EXERCISE GOAL: Keep every line in which "roads" occurs and drop the rest of the data.

DATA SHOWN:
--*--

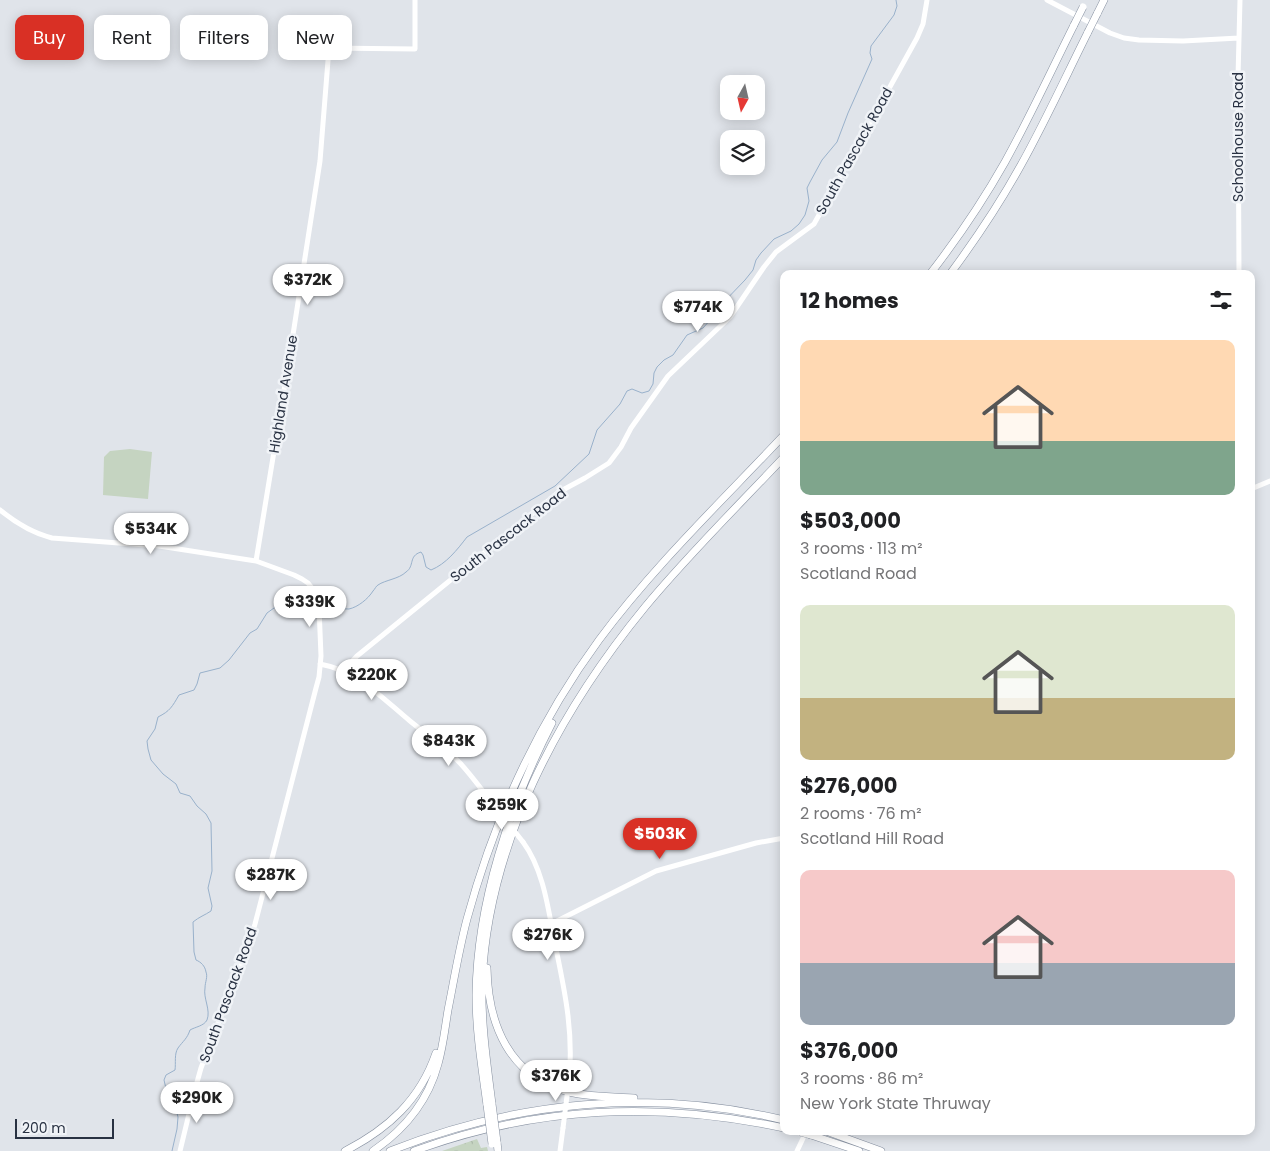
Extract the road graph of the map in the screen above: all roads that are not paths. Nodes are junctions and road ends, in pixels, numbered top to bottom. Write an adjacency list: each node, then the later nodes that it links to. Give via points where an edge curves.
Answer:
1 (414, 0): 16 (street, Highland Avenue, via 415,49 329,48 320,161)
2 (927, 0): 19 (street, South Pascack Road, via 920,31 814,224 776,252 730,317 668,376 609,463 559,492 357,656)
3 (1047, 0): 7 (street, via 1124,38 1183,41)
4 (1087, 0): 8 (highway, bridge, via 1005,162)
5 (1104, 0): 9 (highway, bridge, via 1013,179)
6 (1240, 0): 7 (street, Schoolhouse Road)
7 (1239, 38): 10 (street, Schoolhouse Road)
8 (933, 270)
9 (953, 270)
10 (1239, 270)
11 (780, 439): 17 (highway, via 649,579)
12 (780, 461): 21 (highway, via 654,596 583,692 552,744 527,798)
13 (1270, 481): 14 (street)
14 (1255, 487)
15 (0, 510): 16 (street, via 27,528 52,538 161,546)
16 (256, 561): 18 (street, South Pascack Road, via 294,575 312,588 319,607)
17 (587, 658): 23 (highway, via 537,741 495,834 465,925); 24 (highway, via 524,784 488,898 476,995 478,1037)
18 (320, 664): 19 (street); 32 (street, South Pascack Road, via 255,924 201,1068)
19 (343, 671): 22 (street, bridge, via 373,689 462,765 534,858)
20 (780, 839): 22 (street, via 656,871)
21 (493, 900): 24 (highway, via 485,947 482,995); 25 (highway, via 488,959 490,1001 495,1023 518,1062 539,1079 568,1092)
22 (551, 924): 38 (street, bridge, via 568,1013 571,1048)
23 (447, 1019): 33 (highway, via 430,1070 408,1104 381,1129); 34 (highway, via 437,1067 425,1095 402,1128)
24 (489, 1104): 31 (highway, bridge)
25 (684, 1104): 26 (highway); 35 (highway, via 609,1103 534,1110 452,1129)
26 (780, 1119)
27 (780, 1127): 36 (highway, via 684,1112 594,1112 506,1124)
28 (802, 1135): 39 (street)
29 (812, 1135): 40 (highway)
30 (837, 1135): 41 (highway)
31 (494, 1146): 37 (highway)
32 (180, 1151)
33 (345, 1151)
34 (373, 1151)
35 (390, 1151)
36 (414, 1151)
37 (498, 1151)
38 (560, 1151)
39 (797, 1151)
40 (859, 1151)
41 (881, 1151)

--*--

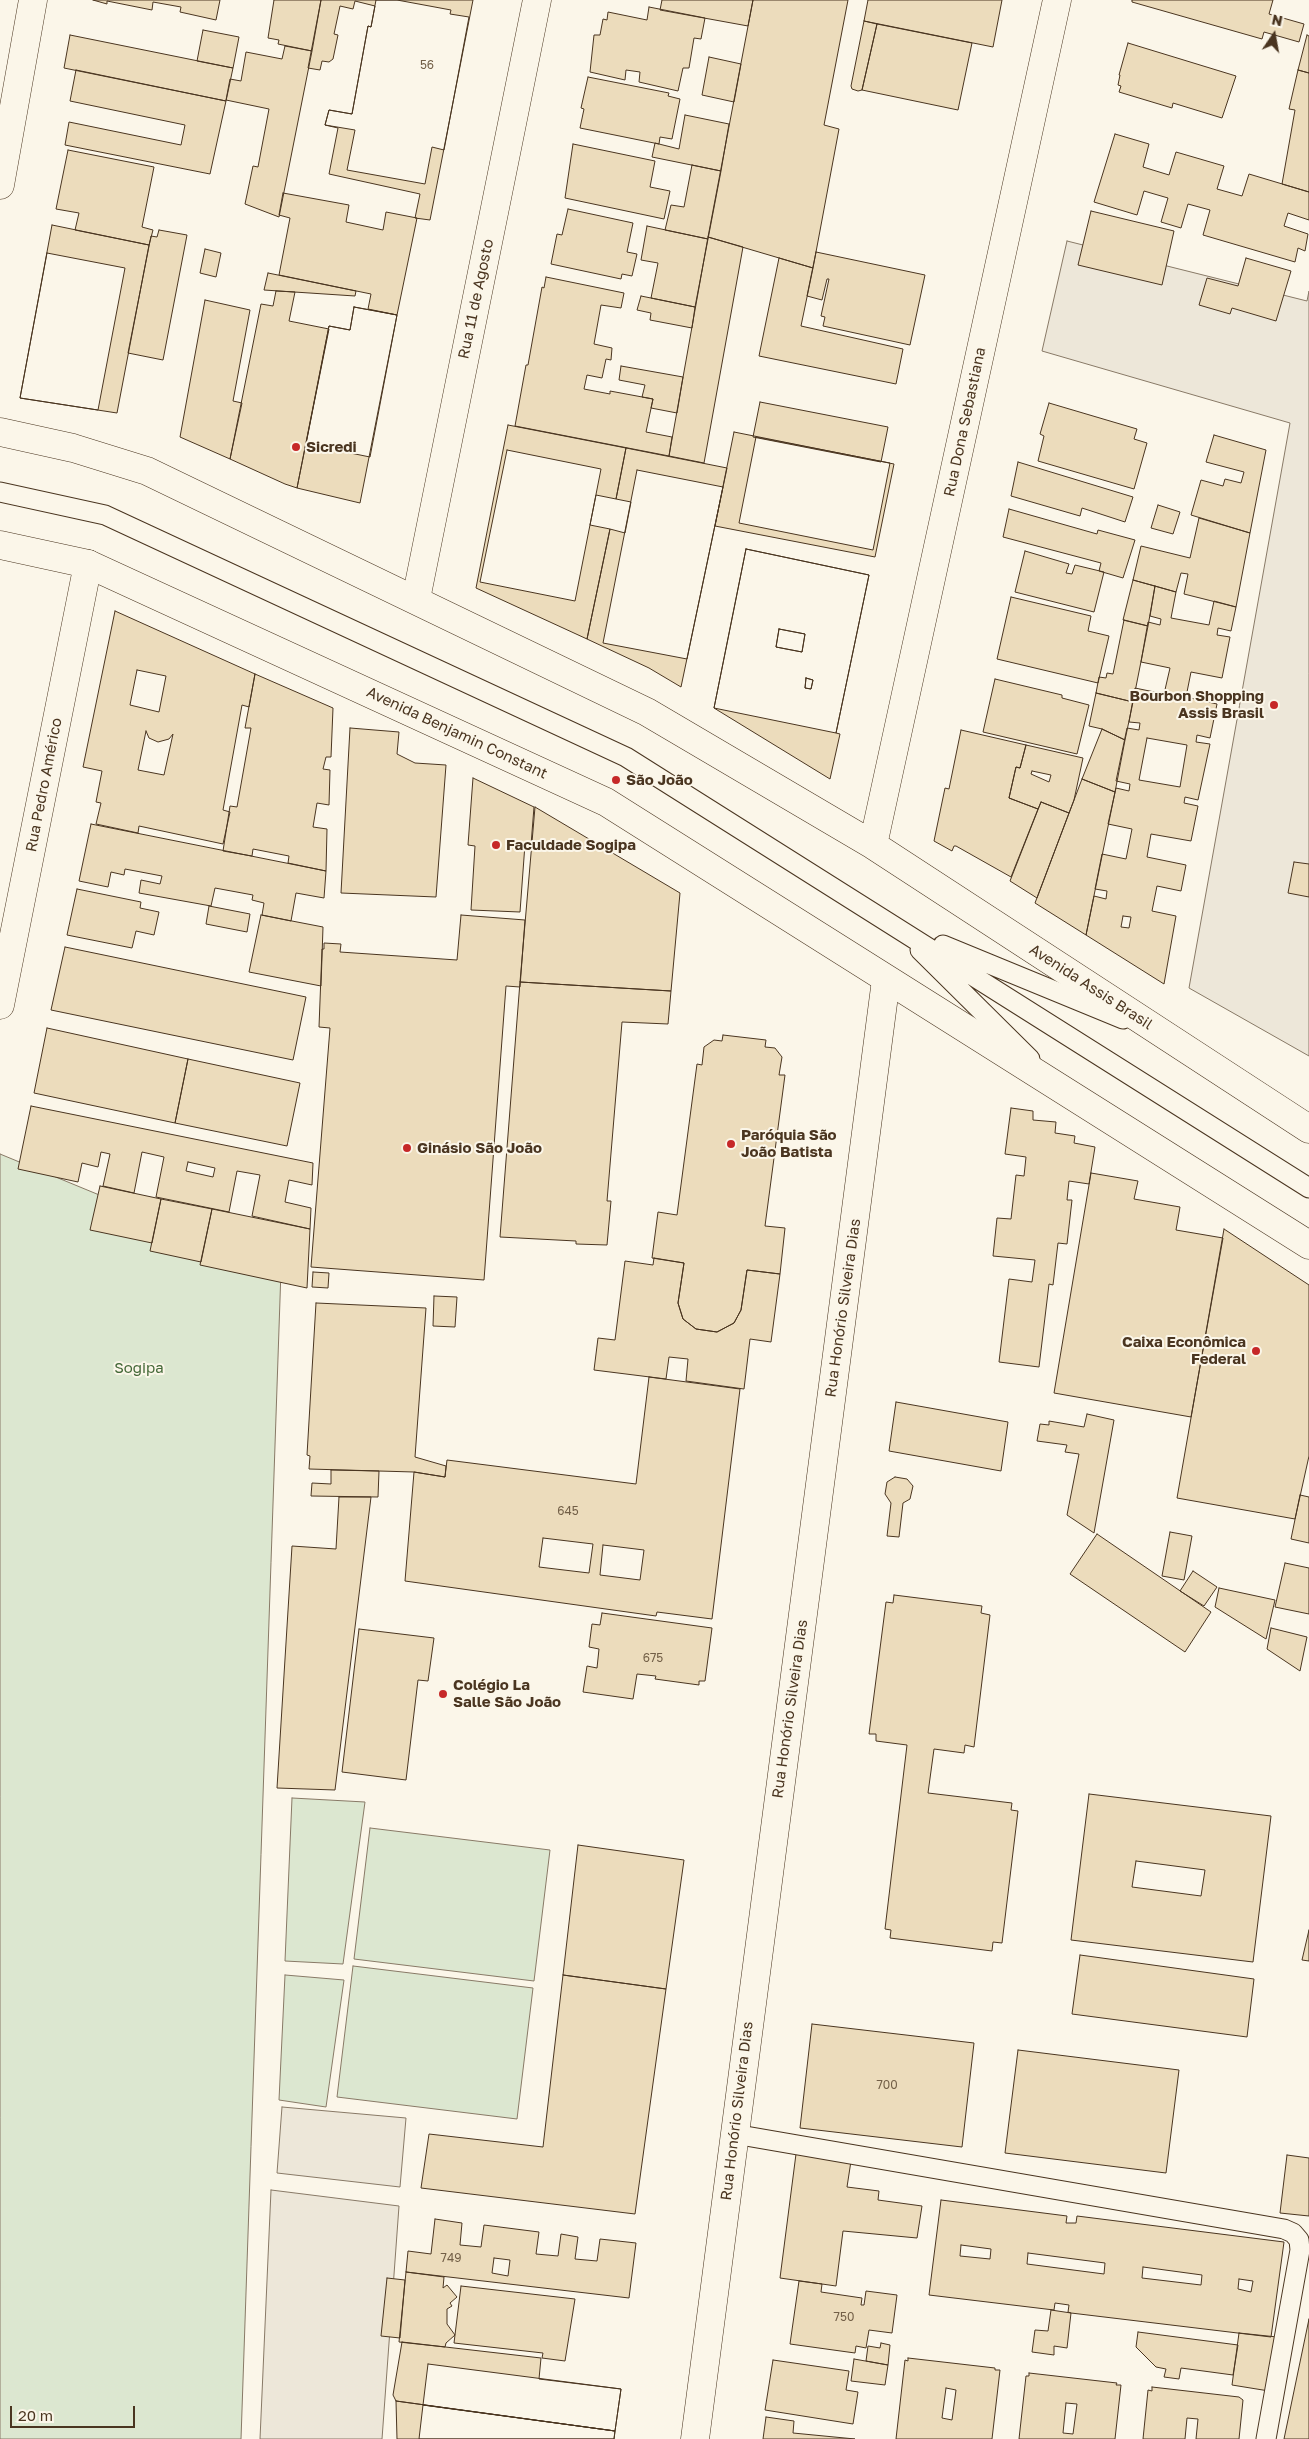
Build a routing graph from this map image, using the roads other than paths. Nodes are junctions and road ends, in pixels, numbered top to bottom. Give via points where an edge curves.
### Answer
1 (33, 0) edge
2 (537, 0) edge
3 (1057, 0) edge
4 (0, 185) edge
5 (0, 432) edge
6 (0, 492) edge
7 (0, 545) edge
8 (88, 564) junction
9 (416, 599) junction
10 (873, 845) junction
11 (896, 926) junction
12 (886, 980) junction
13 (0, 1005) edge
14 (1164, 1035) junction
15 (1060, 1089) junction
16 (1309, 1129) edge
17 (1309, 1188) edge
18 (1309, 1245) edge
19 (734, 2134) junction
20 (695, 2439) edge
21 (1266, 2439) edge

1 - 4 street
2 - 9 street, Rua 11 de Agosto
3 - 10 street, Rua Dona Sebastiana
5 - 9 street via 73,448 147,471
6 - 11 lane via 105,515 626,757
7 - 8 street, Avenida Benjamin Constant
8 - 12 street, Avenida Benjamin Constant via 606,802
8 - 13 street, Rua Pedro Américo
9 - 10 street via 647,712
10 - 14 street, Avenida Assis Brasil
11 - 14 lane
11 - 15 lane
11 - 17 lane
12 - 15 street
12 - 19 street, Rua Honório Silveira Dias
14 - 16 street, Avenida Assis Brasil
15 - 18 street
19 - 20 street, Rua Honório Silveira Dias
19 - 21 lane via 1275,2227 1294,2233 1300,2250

--*--

ANSWER SECTION:
Extract the road graph of the map in the screen above: all roads that are not paths. Nodes are junctions and road ends, in pixels, numbered top to bottom. Write an adjacency list: each node, then the later nodes that it links to. Give via points where an edge curves.
Build a routing graph from this map image, using the roads other than paths. Nodes are junctions and road ends, in pixels, numbered top to bottom. Give via points where an edge curves.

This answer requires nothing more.